Task brief:
Without including any images, set down the records below exactly.

Records supplied:
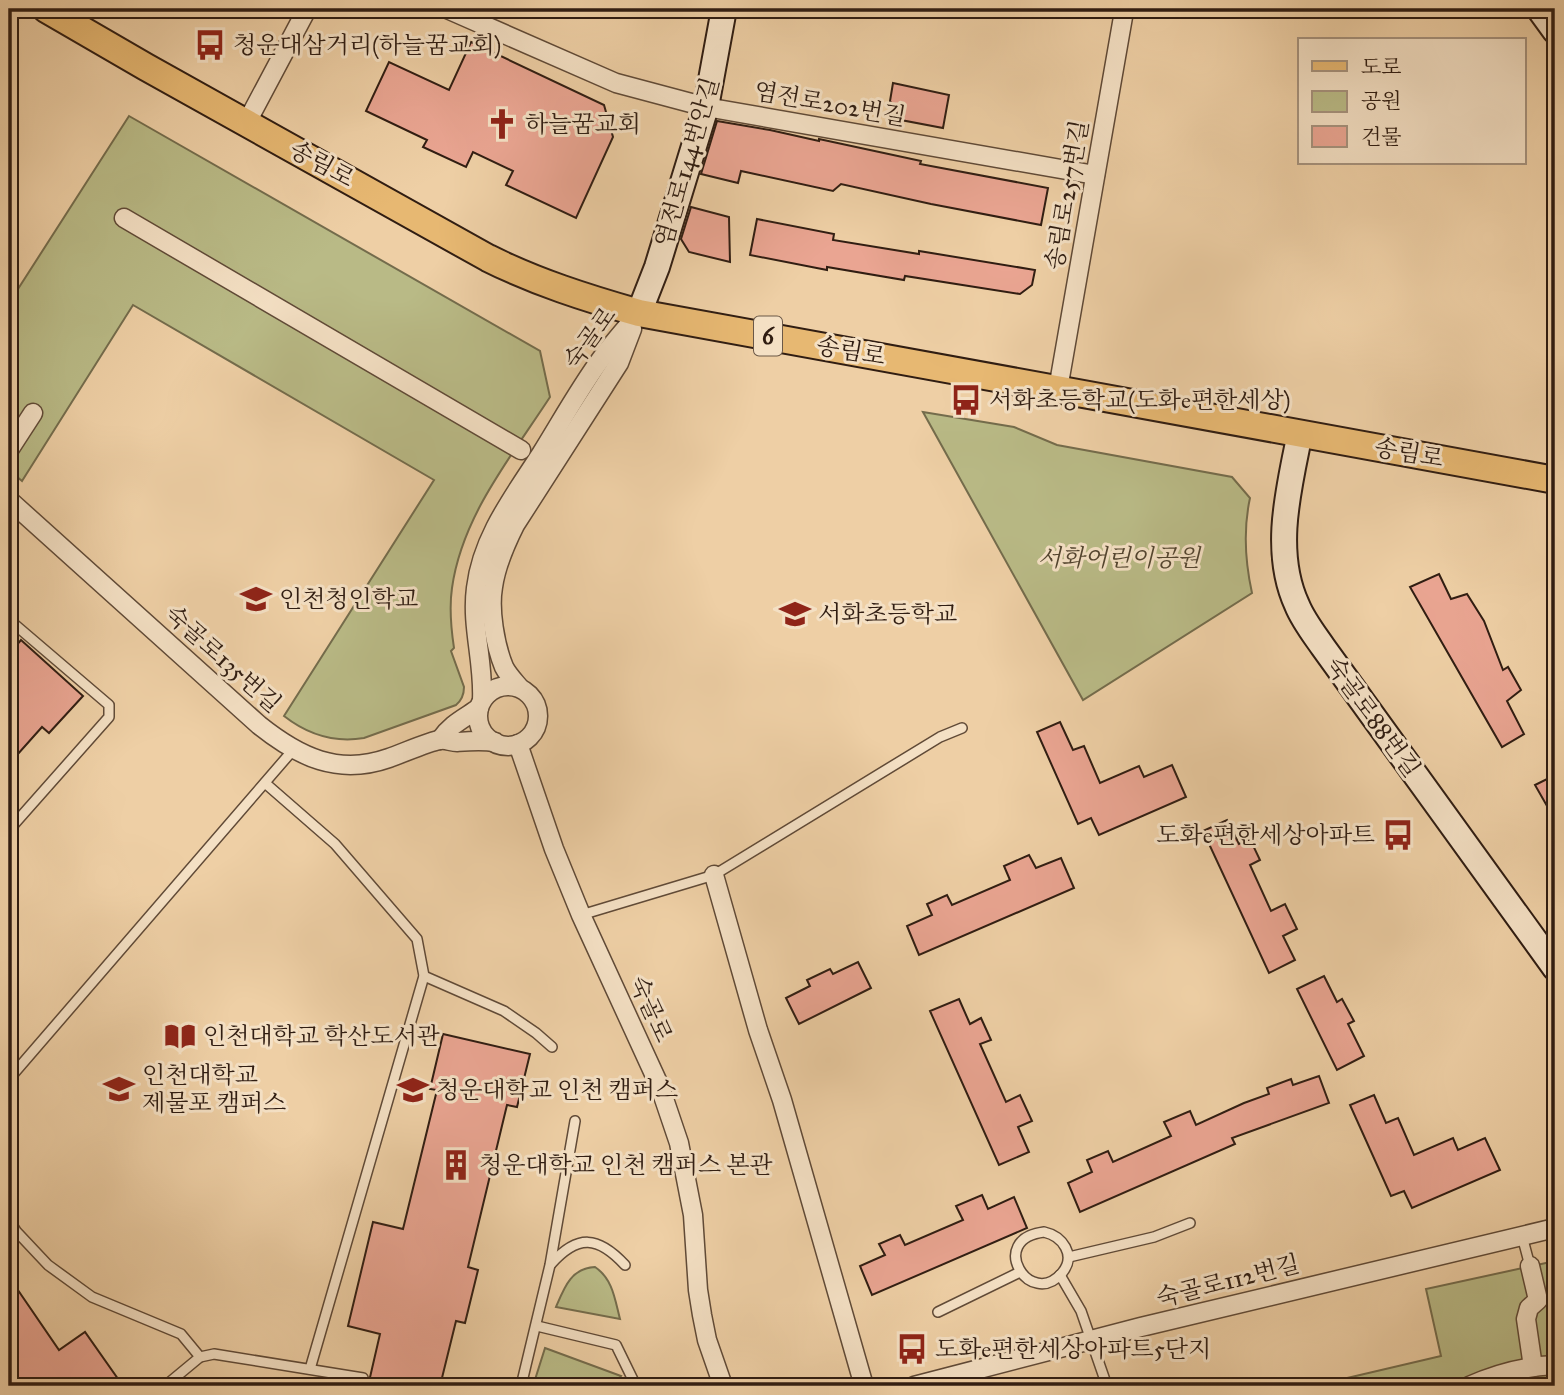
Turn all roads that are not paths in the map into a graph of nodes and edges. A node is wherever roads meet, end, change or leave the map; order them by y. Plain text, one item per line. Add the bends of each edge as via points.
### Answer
1 (46, 9) edge
2 (307, 9) edge
3 (447, 9) edge
4 (724, 9) edge
5 (1121, 9) edge
6 (1539, 9) edge
7 (1555, 31) edge
8 (706, 107) junction
9 (247, 122) junction
10 (1095, 175) junction
11 (124, 218) dead end
12 (639, 313) junction
13 (1058, 389) junction
14 (33, 413) dead end
15 (1300, 433) junction
16 (9, 450) edge
17 (521, 450) dead end
18 (1555, 480) edge
19 (9, 500) edge
20 (9, 622) edge
21 (520, 688) junction
22 (481, 704) junction
23 (962, 728) dead end
24 (440, 740) junction
25 (495, 742) junction
26 (518, 744) junction
27 (293, 750) junction
28 (265, 783) junction
29 (9, 830) edge
30 (714, 875) junction
31 (582, 915) junction
32 (1555, 968) edge
33 (424, 976) junction
34 (552, 1047) dead end
35 (9, 1079) edge
36 (575, 1121) dead end
37 (9, 1220) edge
38 (1189, 1223) dead end
39 (1555, 1228) edge
40 (1522, 1236) junction
41 (1069, 1257) junction
42 (550, 1265) junction
43 (625, 1265) dead end
44 (1530, 1266) joint
45 (1020, 1272) junction
46 (1060, 1275) junction
47 (1547, 1298) edge
48 (938, 1312) dead end
49 (537, 1326) junction
50 (1091, 1340) junction
51 (200, 1357) junction
52 (1555, 1365) edge
53 (1533, 1367) junction
54 (310, 1369) junction
55 (164, 1386) edge
56 (362, 1386) edge
57 (521, 1386) edge
58 (636, 1386) edge
59 (723, 1386) edge
60 (864, 1386) edge
61 (914, 1386) edge
62 (1107, 1386) edge
63 (1469, 1386) edge

1 - 9 main road, 송림로 / 6
2 - 9 street
3 - 8 street, 염전로202번길 via 616,83
4 - 8 street, 염전로144번안길
5 - 10 street, 송림로257번길
6 - 7 street
8 - 10 street, 염전로202번길
8 - 12 street, 염전로144번안길
9 - 12 main road, 송림로 / 6 via 512,270
10 - 13 street, 송림로257번길
11 - 17 street
12 - 13 main road, 송림로 / 6
12 - 21 street, 숙골로 via 619,363 515,526 497,570 492,608 498,649 505,669
12 - 22 street, 숙골로 via 600,360 485,549 474,607 482,669
13 - 15 main road, 송림로 / 6
14 - 16 street
15 - 18 main road, 송림로 / 6
15 - 32 street, 숙골로88번길 via 1284,523 1284,554 1296,604
19 - 27 street, 숙골로135번길 via 259,725
20 - 29 lane via 109,705 109,717
21 - 22 street via 495,689
21 - 26 street, 숙골로 via 533,700 538,717 532,733
22 - 24 street, 숙골로135번길 via 449,727
22 - 25 street, 숙골로 via 479,723
23 - 30 lane
24 - 25 street, 숙골로135번길
24 - 27 street, 숙골로135번길 via 356,766 337,765
25 - 26 street
26 - 31 street, 숙골로
27 - 28 lane
28 - 33 lane via 335,844 416,939
28 - 35 lane
30 - 31 lane
30 - 60 street
31 - 59 street, 숙골로 via 660,1087 679,1143 693,1214 702,1315
33 - 34 lane via 503,1011
33 - 54 lane
36 - 42 lane
37 - 51 lane via 48,1265 92,1297 181,1334
38 - 41 lane via 1154,1237
39 - 40 street, 숙골로112번길
40 - 44 lane
40 - 50 street, 숙골로112번길
41 - 45 lane via 1053,1234 1034,1233 1019,1245 1016,1263
41 - 46 lane
42 - 43 lane via 574,1244 588,1242 602,1246
42 - 49 lane
44 - 47 street
45 - 46 lane via 1035,1282
45 - 48 lane
46 - 50 lane
47 - 53 street via 1529,1308 1526,1320
49 - 57 lane
49 - 58 lane via 617,1345
50 - 61 street, 숙골로112번길
50 - 62 lane
51 - 54 lane via 214,1354
51 - 55 lane
52 - 53 street
53 - 63 street
54 - 56 lane via 363,1378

Written answer:
Turn all roads that are not paths in the map into a graph of nodes and edges. A node is wherever roads meet, end, change or leave the map; order them by y. Plain text, one item per line. Add the bends of each edge as via points.
### Answer
1 (46, 9) edge
2 (307, 9) edge
3 (447, 9) edge
4 (724, 9) edge
5 (1121, 9) edge
6 (1539, 9) edge
7 (1555, 31) edge
8 (706, 107) junction
9 (247, 122) junction
10 (1095, 175) junction
11 (124, 218) dead end
12 (639, 313) junction
13 (1058, 389) junction
14 (33, 413) dead end
15 (1300, 433) junction
16 (9, 450) edge
17 (521, 450) dead end
18 (1555, 480) edge
19 (9, 500) edge
20 (9, 622) edge
21 (520, 688) junction
22 (481, 704) junction
23 (962, 728) dead end
24 (440, 740) junction
25 (495, 742) junction
26 (518, 744) junction
27 (293, 750) junction
28 (265, 783) junction
29 (9, 830) edge
30 (714, 875) junction
31 (582, 915) junction
32 (1555, 968) edge
33 (424, 976) junction
34 (552, 1047) dead end
35 (9, 1079) edge
36 (575, 1121) dead end
37 (9, 1220) edge
38 (1189, 1223) dead end
39 (1555, 1228) edge
40 (1522, 1236) junction
41 (1069, 1257) junction
42 (550, 1265) junction
43 (625, 1265) dead end
44 (1530, 1266) joint
45 (1020, 1272) junction
46 (1060, 1275) junction
47 (1547, 1298) edge
48 (938, 1312) dead end
49 (537, 1326) junction
50 (1091, 1340) junction
51 (200, 1357) junction
52 (1555, 1365) edge
53 (1533, 1367) junction
54 (310, 1369) junction
55 (164, 1386) edge
56 (362, 1386) edge
57 (521, 1386) edge
58 (636, 1386) edge
59 (723, 1386) edge
60 (864, 1386) edge
61 (914, 1386) edge
62 (1107, 1386) edge
63 (1469, 1386) edge

1 - 9 main road, 송림로 / 6
2 - 9 street
3 - 8 street, 염전로202번길 via 616,83
4 - 8 street, 염전로144번안길
5 - 10 street, 송림로257번길
6 - 7 street
8 - 10 street, 염전로202번길
8 - 12 street, 염전로144번안길
9 - 12 main road, 송림로 / 6 via 512,270
10 - 13 street, 송림로257번길
11 - 17 street
12 - 13 main road, 송림로 / 6
12 - 21 street, 숙골로 via 619,363 515,526 497,570 492,608 498,649 505,669
12 - 22 street, 숙골로 via 600,360 485,549 474,607 482,669
13 - 15 main road, 송림로 / 6
14 - 16 street
15 - 18 main road, 송림로 / 6
15 - 32 street, 숙골로88번길 via 1284,523 1284,554 1296,604
19 - 27 street, 숙골로135번길 via 259,725
20 - 29 lane via 109,705 109,717
21 - 22 street via 495,689
21 - 26 street, 숙골로 via 533,700 538,717 532,733
22 - 24 street, 숙골로135번길 via 449,727
22 - 25 street, 숙골로 via 479,723
23 - 30 lane
24 - 25 street, 숙골로135번길
24 - 27 street, 숙골로135번길 via 356,766 337,765
25 - 26 street
26 - 31 street, 숙골로
27 - 28 lane
28 - 33 lane via 335,844 416,939
28 - 35 lane
30 - 31 lane
30 - 60 street
31 - 59 street, 숙골로 via 660,1087 679,1143 693,1214 702,1315
33 - 34 lane via 503,1011
33 - 54 lane
36 - 42 lane
37 - 51 lane via 48,1265 92,1297 181,1334
38 - 41 lane via 1154,1237
39 - 40 street, 숙골로112번길
40 - 44 lane
40 - 50 street, 숙골로112번길
41 - 45 lane via 1053,1234 1034,1233 1019,1245 1016,1263
41 - 46 lane
42 - 43 lane via 574,1244 588,1242 602,1246
42 - 49 lane
44 - 47 street
45 - 46 lane via 1035,1282
45 - 48 lane
46 - 50 lane
47 - 53 street via 1529,1308 1526,1320
49 - 57 lane
49 - 58 lane via 617,1345
50 - 61 street, 숙골로112번길
50 - 62 lane
51 - 54 lane via 214,1354
51 - 55 lane
52 - 53 street
53 - 63 street
54 - 56 lane via 363,1378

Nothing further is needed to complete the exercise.